▶ **GOAL OF THE EXERCISE**: Looking only at the lines below that contain "strong", give the number of them and no other text.

Segment Start: PROVIDED RECORDS

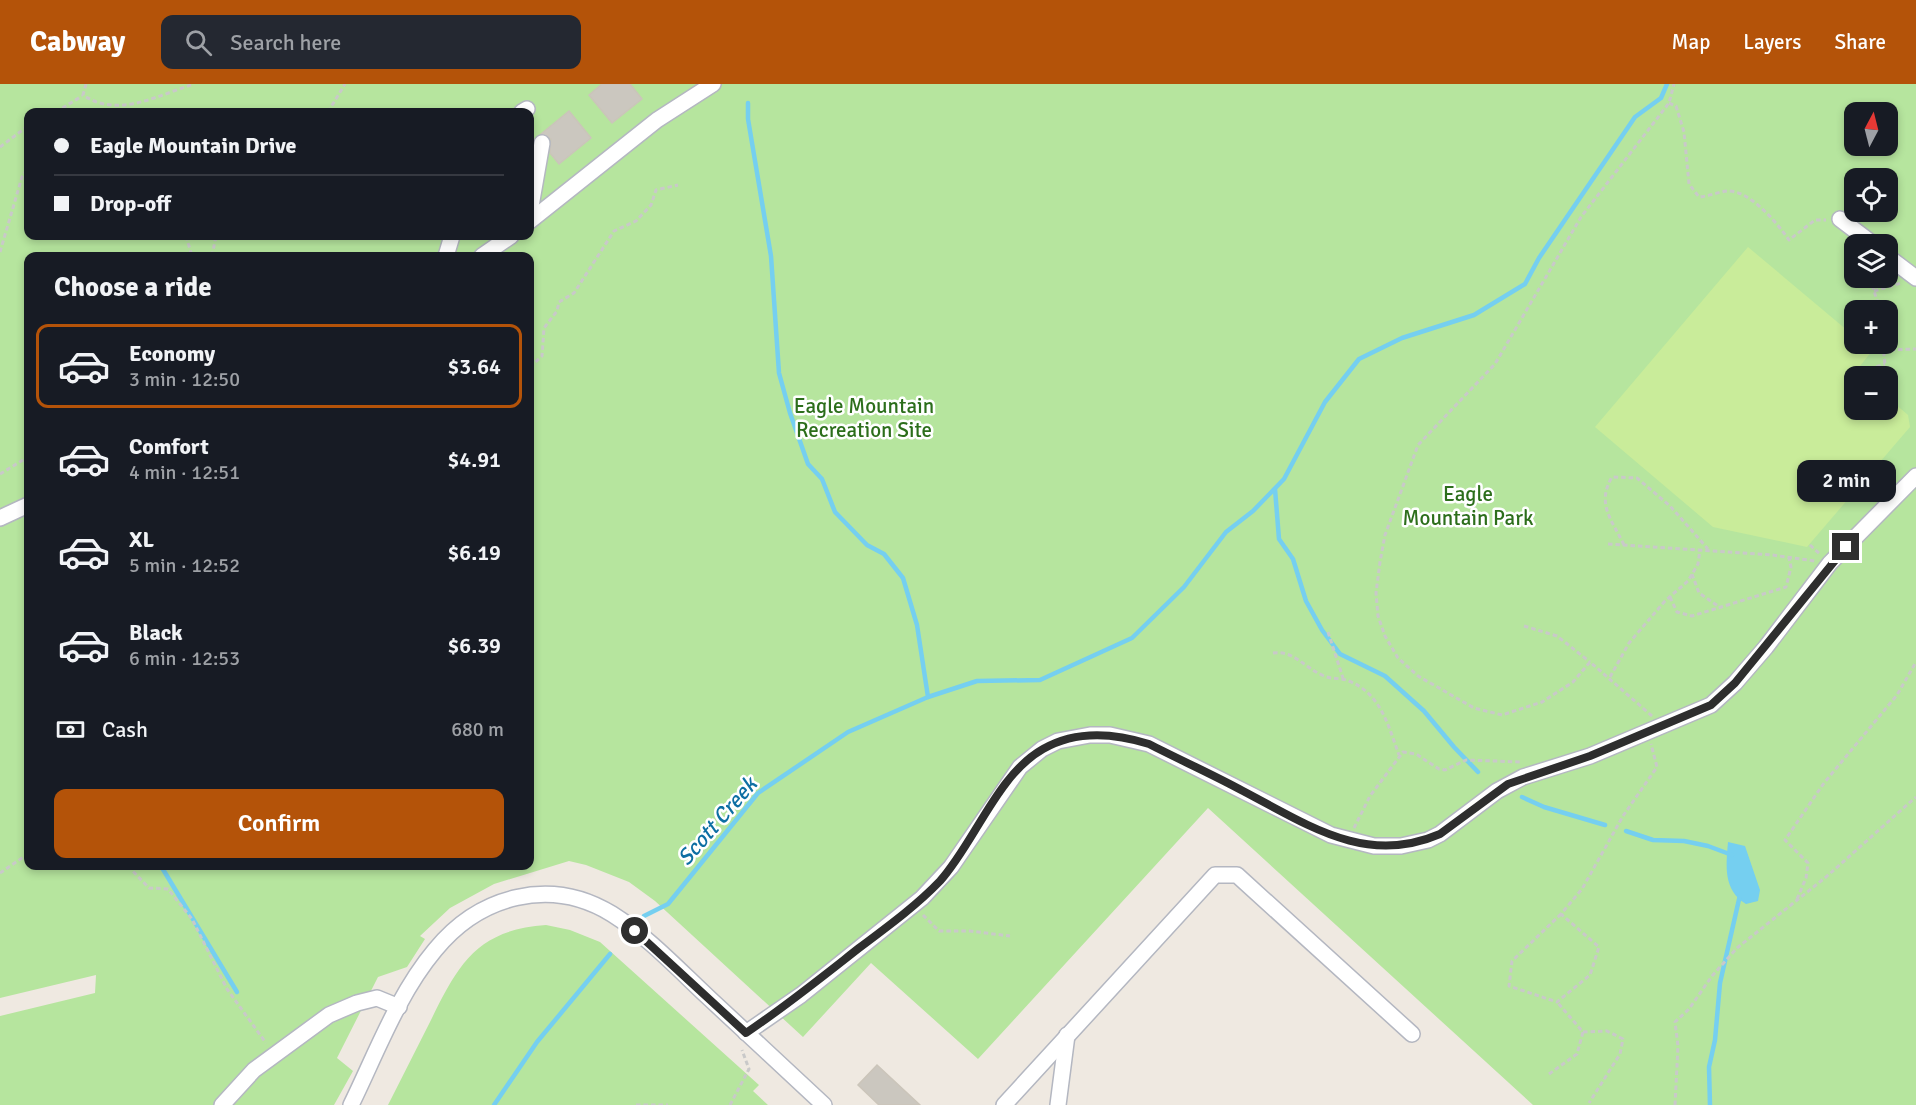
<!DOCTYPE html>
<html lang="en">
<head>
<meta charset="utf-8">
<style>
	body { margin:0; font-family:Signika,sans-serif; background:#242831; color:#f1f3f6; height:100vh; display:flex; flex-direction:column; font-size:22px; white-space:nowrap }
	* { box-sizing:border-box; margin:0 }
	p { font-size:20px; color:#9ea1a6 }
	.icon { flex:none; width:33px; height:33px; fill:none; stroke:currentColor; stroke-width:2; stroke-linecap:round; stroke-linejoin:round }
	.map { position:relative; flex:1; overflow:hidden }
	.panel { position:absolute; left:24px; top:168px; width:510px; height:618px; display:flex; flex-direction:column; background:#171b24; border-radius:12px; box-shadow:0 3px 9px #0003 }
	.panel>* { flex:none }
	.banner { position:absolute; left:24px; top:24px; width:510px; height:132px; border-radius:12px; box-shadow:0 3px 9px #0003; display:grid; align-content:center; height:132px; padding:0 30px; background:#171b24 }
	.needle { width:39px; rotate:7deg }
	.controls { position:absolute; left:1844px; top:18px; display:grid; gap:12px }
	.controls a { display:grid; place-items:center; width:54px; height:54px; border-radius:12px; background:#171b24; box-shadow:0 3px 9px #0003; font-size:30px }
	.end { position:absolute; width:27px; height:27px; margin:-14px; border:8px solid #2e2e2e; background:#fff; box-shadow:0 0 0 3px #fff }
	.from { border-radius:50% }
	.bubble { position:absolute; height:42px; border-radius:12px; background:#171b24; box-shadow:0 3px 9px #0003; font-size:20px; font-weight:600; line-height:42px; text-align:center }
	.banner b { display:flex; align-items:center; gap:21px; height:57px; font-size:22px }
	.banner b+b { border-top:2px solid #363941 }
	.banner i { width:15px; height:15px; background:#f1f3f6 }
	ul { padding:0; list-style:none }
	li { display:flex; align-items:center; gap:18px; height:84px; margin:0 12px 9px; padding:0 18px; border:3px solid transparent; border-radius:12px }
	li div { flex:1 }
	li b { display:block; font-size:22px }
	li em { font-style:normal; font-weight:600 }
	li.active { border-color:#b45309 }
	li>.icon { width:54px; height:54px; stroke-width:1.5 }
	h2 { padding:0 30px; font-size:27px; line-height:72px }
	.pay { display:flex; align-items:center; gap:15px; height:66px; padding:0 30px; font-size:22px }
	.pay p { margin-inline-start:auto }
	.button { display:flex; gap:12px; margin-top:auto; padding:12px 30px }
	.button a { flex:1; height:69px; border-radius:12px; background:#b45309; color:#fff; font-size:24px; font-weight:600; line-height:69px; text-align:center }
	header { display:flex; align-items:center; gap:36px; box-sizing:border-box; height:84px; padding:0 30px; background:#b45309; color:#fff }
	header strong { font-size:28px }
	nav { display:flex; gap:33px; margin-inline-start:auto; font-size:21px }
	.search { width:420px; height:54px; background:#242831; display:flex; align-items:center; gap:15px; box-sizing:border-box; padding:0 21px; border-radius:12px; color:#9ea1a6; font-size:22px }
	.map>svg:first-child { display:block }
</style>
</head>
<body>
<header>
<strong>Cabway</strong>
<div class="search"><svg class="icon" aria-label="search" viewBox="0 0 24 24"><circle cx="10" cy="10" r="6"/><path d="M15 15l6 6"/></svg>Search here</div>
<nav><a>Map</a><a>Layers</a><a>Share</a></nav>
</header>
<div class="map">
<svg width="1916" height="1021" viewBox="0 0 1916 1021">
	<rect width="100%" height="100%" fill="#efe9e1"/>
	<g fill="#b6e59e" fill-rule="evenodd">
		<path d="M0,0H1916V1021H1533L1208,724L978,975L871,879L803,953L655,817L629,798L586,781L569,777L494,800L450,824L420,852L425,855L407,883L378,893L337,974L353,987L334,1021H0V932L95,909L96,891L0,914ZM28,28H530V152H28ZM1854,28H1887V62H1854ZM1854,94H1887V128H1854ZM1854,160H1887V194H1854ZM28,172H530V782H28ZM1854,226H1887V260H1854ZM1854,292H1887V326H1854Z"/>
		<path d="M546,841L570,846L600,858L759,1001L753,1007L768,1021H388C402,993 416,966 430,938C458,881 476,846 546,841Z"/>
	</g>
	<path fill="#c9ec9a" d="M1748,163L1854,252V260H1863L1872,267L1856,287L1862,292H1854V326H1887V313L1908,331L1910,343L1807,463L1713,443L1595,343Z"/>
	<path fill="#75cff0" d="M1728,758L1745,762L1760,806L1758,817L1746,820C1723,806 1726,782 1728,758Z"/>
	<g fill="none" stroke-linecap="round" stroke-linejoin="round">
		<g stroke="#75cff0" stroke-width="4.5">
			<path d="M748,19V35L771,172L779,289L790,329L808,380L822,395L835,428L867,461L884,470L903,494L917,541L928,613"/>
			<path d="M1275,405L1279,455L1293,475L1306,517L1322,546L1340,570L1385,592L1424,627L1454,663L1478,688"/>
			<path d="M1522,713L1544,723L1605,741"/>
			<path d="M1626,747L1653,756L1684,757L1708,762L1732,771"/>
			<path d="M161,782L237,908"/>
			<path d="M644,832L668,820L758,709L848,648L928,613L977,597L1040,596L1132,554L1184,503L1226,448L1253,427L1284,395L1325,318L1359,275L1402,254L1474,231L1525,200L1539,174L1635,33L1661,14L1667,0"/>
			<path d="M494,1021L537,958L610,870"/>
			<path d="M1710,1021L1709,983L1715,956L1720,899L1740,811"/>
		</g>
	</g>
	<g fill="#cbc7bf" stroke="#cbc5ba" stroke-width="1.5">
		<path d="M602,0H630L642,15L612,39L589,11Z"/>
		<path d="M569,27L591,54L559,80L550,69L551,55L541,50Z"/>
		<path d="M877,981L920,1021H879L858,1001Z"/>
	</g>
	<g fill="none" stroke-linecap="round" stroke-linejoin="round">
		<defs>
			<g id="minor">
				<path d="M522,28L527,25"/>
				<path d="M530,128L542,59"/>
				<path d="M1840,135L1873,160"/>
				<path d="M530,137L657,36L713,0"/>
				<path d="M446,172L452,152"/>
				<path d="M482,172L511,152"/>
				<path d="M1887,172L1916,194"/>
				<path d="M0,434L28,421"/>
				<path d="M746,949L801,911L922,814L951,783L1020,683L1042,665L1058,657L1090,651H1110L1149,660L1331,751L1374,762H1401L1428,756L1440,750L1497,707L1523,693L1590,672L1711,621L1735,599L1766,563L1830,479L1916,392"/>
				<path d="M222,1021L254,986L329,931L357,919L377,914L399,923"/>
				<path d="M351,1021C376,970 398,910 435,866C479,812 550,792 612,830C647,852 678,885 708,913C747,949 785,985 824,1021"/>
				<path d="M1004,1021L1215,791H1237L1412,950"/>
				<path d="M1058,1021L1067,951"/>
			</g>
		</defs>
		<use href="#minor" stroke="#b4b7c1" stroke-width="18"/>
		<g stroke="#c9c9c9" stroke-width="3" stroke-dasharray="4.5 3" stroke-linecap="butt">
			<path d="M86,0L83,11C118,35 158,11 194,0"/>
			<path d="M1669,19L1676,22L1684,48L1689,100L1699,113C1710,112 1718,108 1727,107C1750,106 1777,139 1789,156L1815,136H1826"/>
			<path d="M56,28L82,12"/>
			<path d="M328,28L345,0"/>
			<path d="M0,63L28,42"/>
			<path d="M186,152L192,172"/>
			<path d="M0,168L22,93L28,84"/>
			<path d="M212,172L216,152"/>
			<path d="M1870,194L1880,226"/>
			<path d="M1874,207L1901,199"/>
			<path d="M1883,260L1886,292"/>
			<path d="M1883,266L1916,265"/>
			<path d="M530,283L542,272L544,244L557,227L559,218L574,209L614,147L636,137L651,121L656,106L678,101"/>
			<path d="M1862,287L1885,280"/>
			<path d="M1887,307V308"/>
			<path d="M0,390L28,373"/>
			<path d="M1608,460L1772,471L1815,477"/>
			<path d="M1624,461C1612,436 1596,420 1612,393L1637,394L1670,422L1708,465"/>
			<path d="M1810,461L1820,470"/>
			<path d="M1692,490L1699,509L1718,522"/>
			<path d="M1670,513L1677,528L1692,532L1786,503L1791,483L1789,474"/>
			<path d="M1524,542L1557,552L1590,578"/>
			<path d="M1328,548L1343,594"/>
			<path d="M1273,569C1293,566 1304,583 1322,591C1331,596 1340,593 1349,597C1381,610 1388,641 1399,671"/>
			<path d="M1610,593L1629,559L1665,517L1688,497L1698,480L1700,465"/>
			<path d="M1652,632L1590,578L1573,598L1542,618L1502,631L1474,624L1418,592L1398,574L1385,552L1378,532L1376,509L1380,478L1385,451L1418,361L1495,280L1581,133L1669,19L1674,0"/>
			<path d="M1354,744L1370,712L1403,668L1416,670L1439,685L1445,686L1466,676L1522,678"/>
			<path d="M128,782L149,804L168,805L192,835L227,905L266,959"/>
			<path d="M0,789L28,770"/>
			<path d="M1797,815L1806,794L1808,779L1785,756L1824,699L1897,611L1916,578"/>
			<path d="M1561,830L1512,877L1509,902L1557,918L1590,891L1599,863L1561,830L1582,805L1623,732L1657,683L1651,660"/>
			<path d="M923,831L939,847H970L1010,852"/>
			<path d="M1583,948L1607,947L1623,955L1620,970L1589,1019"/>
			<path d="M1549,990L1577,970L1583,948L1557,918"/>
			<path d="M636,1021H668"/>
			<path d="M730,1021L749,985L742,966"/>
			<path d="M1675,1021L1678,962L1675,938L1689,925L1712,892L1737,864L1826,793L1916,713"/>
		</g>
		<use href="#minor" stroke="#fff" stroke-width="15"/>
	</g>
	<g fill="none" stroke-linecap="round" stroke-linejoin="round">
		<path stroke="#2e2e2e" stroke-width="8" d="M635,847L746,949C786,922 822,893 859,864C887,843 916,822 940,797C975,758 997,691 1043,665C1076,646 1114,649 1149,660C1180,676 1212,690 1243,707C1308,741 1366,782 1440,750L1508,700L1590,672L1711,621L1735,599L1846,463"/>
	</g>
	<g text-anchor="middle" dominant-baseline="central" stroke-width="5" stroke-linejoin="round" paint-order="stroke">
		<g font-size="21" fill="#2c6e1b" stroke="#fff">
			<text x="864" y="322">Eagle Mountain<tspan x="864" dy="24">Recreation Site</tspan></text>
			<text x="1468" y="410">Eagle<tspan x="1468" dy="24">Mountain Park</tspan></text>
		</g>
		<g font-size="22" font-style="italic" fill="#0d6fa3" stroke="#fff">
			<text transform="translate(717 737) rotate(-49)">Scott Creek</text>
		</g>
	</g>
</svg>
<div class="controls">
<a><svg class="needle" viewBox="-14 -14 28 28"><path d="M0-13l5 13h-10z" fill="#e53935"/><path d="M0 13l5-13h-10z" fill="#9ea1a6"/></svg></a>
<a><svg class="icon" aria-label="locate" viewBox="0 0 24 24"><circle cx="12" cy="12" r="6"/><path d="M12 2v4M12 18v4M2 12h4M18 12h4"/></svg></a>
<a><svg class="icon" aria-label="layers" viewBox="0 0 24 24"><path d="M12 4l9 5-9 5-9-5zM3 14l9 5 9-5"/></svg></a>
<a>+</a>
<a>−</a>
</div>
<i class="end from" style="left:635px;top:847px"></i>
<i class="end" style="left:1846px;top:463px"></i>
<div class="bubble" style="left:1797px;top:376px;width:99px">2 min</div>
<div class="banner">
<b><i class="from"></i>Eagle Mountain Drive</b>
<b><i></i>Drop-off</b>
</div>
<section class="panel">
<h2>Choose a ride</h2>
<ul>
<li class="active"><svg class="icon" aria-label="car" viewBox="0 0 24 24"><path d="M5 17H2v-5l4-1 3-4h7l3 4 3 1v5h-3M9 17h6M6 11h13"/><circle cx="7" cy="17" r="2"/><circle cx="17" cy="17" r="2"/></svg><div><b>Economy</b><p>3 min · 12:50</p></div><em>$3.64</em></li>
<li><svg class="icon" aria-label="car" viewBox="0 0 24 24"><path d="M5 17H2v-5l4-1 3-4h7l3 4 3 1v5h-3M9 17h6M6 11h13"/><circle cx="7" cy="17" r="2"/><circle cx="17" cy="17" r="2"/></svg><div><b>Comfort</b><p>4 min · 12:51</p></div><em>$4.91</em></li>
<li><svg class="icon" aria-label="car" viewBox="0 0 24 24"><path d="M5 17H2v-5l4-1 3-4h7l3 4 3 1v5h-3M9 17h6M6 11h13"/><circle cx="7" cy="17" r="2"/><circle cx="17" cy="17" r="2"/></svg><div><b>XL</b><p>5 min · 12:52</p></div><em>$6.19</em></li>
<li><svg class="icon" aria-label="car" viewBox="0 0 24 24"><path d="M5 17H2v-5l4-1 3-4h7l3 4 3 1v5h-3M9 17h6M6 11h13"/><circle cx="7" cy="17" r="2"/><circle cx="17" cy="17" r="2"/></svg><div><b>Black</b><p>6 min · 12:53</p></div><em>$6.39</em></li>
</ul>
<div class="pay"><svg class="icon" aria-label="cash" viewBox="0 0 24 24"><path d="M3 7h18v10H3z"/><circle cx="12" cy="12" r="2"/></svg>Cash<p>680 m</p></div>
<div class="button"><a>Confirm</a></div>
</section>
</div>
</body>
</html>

Segment End: PROVIDED RECORDS

▶ **ANSWER FOR THE TASK**: 2